How Zimbabwe is faring economically as it heads for elections

Manufacturing

A demand induced production lift extended into the first quarter of the year with at least 15 manufacturing companies listed on the ZSE realizing sharp volumes and profitability growth ahead of the same period last year.

Notable developments include the commissioning of a $30 million Pepsi bottling plant and a $3.5 million Splash Paint and Plastics plant.

Most companies hamstrung by forex shortages have failed to implement substantial capital projects utilizing own flows. Most forex denominated facilities are strategically allocated to exporters as financial institutions hedge against repayment risk.

Financial sector

Money supply stood at $7.8 billion as at February which is an exorbitant year on year growth of 36%. Transferable deposits have been the force behind the growth having spiked by 47% over the same period. As a result, domestic credit went up by 38.5% to $10.5 billion between February 2017 and February 2018.

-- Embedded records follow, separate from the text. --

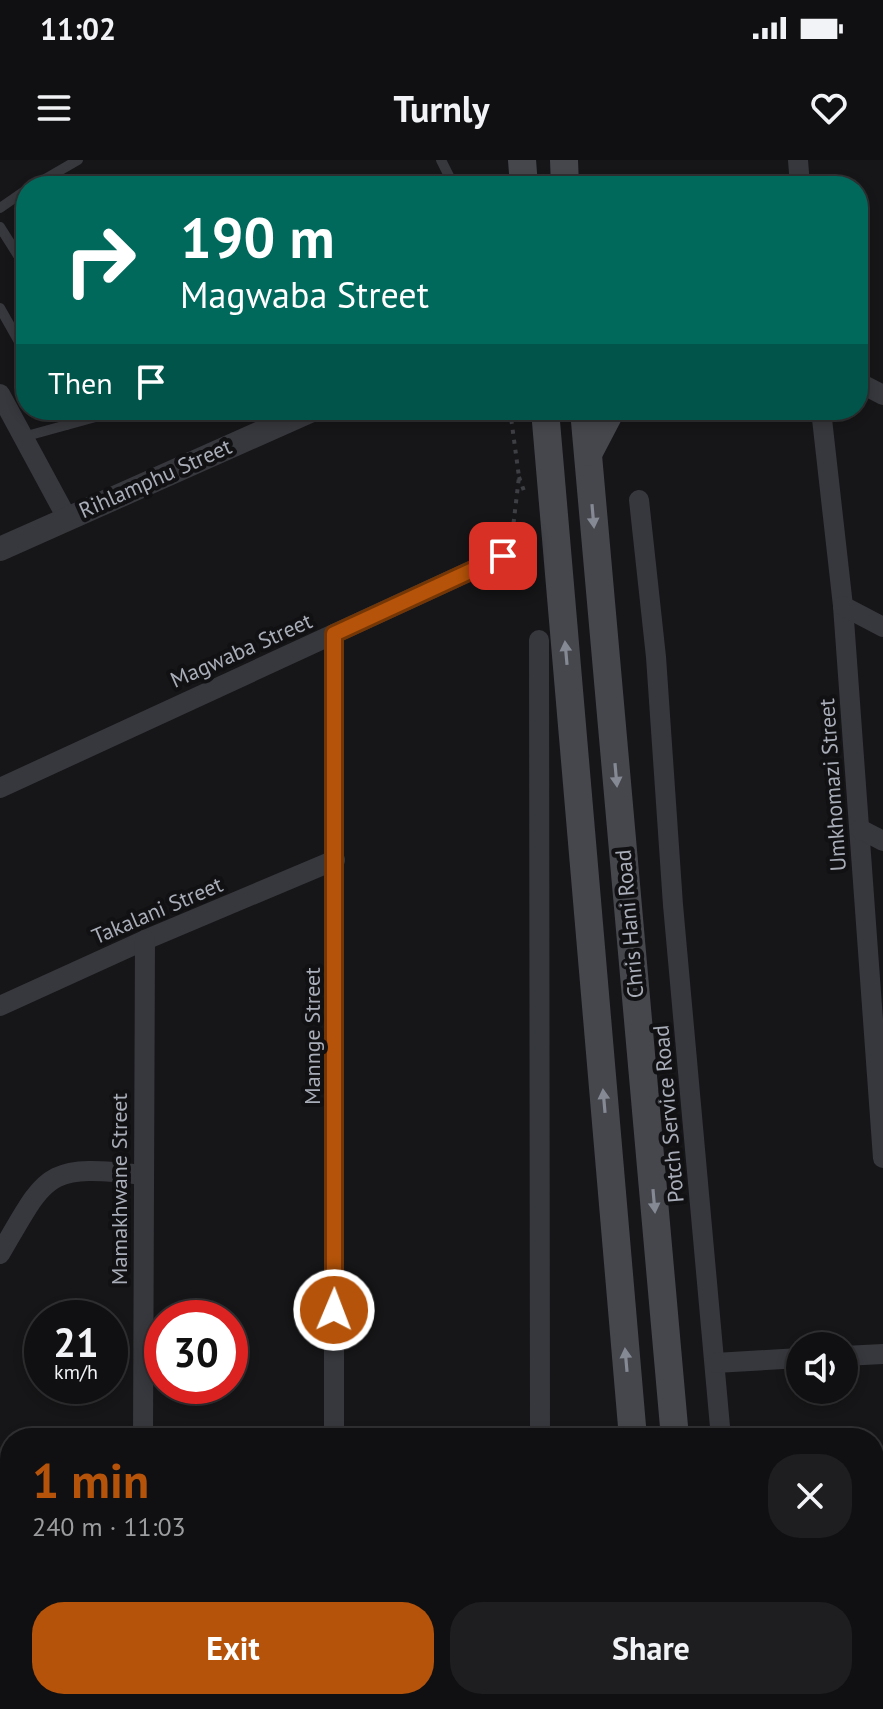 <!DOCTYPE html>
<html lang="en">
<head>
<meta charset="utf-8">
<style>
	body { margin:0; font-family:"PT Sans",sans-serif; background:#1e1e20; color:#f1f3f6; height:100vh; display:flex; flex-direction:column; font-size:30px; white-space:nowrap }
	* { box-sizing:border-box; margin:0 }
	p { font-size:26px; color:#9c9d9f }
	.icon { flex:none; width:44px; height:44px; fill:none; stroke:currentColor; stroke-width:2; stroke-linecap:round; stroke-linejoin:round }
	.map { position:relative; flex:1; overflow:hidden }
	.side { position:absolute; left:0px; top:1268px; width:884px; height:282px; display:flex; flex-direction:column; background:#101012; border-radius:32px 32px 0 0; box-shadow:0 4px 12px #0003,0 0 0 2px #303032 }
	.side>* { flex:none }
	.top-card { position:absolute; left:16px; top:16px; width:852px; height:244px; border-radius:32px; box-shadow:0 4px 12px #0003,0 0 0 2px #303032; background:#00695c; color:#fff; overflow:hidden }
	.fabs { position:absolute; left:786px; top:1172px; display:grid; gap:16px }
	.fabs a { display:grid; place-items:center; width:72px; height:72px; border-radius:50%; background:#101012; box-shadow:0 4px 12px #0003,0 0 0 2px #303032; font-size:40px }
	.speed { position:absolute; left:24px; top:1140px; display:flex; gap:16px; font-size:40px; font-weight:700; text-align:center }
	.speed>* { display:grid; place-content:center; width:104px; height:104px; border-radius:50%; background:#101012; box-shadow:0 4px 12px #0003,0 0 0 2px #303032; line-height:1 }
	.speed small { font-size:20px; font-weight:400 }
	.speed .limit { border:12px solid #d22; background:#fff; color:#111 }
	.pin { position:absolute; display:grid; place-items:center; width:68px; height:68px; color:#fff; margin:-34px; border-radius:16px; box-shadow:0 4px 12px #0006 }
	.me { position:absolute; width:88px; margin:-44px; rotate:1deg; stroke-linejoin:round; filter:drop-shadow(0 0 6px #0008) }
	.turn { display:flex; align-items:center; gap:28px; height:168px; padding:0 32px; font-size:36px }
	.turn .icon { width:104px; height:104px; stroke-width:2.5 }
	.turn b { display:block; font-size:56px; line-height:68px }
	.then { display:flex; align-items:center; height:76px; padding:0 32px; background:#0003; gap:16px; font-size:30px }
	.round { display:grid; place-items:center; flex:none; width:84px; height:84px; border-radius:32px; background:#1e1e20 }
	.headline { display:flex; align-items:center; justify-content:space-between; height:136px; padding:0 32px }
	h1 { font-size:48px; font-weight:800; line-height:60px; color:#b45309 }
	.primary-button { display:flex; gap:16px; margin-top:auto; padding:16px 32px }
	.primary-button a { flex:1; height:92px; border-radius:32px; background:#b45309; color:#fff; font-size:32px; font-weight:800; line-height:92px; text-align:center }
	.primary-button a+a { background:#1e1e20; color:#f1f3f6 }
	.status { display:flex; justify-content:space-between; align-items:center; height:56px; padding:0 40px; background:#101012; direction:ltr }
	.status svg { height:22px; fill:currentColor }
	header { display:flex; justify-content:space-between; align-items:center; height:104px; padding:0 32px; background:#101012; font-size:36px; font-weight:800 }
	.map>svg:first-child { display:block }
	.built { fill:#222225 }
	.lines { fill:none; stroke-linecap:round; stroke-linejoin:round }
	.path { stroke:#3d3f44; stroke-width:4; stroke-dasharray:4 6; stroke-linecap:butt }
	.service { stroke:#37383d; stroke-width:10 }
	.minor { stroke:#37383d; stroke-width:20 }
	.tertiary { stroke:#37383d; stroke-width:24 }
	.secondary { stroke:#45474d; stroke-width:28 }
	.oneway { fill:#858993 }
	.route-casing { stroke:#753606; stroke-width:20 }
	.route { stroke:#b45309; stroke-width:14 }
	.labels { text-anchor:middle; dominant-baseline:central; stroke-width:8; stroke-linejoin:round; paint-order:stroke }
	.street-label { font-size:22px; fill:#a8adb8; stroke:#111113 }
</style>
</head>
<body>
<div class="status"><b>11:02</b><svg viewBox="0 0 49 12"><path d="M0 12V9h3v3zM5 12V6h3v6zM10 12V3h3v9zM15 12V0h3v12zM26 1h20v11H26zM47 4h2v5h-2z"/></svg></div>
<header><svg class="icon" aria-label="menu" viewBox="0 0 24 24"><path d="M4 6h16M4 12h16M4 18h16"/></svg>Turnly<svg class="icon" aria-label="heart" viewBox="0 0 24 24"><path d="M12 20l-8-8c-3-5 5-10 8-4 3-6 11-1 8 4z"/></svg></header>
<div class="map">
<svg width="883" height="1549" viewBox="0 0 883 1549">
	<rect width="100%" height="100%" fill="#161618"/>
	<!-- built -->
	<path class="built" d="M0 1479 10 1485V1540H102L117 1549H0Z"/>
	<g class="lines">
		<!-- path -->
		<g class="path">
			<path d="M510 250 519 317 512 376"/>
			<path d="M519 317 524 331"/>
		</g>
		<!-- service -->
		<g class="service">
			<path d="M441 0 454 26"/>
			<path d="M33 26 78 0"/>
			<path d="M0 48 26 30"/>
			<path d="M0 67 26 108"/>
			<path d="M0 148 26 194"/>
			<path d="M58 250 66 265"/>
			<path d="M23 277 121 250"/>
		</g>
		<!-- minor -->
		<g class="minor">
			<path d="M798 0 800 26"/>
			<path d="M858 222 883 235"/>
			<path d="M0 234 67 358"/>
			<path d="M821 250 843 446 883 998"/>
			<path d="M639 340 656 497 673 745 721 1278"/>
			<path d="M843 446 883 467"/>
			<path d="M539 480 540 1278"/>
			<path d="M0 628 503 396"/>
			<path d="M860 669 883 681"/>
			<path d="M0 846 145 780 335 700"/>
			<path d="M0 1094C47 1014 44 1003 143 1015"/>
			<path d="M844 1196 883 1194"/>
			<path d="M715 1203 800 1198"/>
			<path d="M143 1278 145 780"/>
			<path d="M334 1278V474"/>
			<path d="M0 1467 10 1473"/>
			<path d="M123 1540 138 1549"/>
			<path d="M153 1540 154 1549"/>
			<path d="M543 1540 544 1549"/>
			<path d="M741 1540 742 1549"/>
			<path d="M278 1549 381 1540"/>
		</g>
		<!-- tertiary -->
		<path class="tertiary" d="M0 389 312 250"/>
		<!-- secondary -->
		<g class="secondary">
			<path d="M522 0 524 26"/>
			<path d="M564 0 565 26"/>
			<path d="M545 250 633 1278"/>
			<path d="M584 250 675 1278"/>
			<path d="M589 292 611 250"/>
			<path d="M655 1540 656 1549"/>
			<path d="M695 1540 696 1549"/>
		</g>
	</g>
	<!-- one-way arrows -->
	<defs><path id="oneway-solid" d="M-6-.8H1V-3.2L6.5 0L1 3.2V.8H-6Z" transform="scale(2)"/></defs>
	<g class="oneway">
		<use href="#oneway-solid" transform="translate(593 356) rotate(85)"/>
		<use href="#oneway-solid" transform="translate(566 493) rotate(-95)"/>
		<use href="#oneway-solid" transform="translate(616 615) rotate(85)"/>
		<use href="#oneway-solid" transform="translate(604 941) rotate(-95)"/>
		<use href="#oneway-solid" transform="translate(654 1041) rotate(85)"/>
		<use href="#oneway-solid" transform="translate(626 1200) rotate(-95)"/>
	</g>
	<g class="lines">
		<defs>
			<path id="route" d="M334 1150V474L503 396"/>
		</defs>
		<!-- route casing -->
		<use href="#route" class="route-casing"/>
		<!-- route -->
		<use href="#route" class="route"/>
	</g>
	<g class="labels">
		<!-- street labels -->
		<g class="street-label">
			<text transform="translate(155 318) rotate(-24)">Rihlamphu Street</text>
			<text transform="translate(241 490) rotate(-24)">Magwaba Street</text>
			<text transform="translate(832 625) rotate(-94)">Umkhomazi Street</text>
			<text transform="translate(157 750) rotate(-23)">Takalani Street</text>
			<text transform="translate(629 764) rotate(-95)">Chris Hani Road</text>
			<text transform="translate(312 876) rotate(-90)">Mannge Street</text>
			<text transform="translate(668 954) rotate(-95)">Potch Service Road</text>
			<text transform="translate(119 1029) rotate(-90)">Mamakhwane Street</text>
		</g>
	</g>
</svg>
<div class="fabs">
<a><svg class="icon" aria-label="sound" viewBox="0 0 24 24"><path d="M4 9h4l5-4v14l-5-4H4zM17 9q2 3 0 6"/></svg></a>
</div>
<div class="speed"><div>21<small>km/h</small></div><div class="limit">30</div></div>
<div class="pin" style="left:503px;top:396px;background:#d93025"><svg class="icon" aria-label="arrive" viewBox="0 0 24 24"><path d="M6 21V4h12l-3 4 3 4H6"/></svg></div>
<svg class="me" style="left:334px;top:1150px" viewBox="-20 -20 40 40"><circle r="17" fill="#b45309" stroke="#fff" stroke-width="3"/><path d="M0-11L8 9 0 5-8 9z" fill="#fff"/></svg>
<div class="top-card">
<div class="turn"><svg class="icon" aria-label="right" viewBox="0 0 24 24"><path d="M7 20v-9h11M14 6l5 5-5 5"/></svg><div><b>190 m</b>Magwaba Street</div></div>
<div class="then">Then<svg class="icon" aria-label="arrive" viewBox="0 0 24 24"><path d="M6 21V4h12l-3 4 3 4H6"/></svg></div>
</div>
<section class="side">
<div class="headline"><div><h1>1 min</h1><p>240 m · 11:03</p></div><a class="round"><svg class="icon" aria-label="close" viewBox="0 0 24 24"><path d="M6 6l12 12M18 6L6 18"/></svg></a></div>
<div class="primary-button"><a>Exit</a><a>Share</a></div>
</section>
</div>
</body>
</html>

Credit growth was largely stimulated by a growth of $2.3 billion in credit extended to government from $3.9 billion to $6.8 billion as at February.

Trends in banking show a sustained upsurge in transactional business which in turn, has overlapped the impact of partial funded income slowdown to drive overall incomes up. Fee and commission income growth is supported by increased transactions volume as banks refocus.

Funded income is hamstrung by declining interest rates and high default risk in private sector lending. Sovereign paper remain the preferred interest earning asset and a slowdown in TB issuance may lower income from net interest income.

Stock market performance

In the first half of the year stocks have hovered in either direction although having closed the period with residual gains. The performance is best split between the 1st and 2nd quarter as in the former the performance was negative and positive in the latter.

The weaker first quarter performance saw a downward rerating after a prolonged inflation induced and confidence inspired growth in late 2017. However the northward trending in Q2 was driven by firm reported earnings as companies largely enjoyed increased volumes and revenue performances, thus driving profitability up. Consequently upward valuations were supported.

Agitated investors largely risk averse also supported Q2 price recovery on increased buying a trend likely to be enjoyed up-to elections.

Turnover levels for the first half were significantly higher than the same period last year and trades were largely concentrated in cherry-picked heavies Econet, Old Mutual and Delta.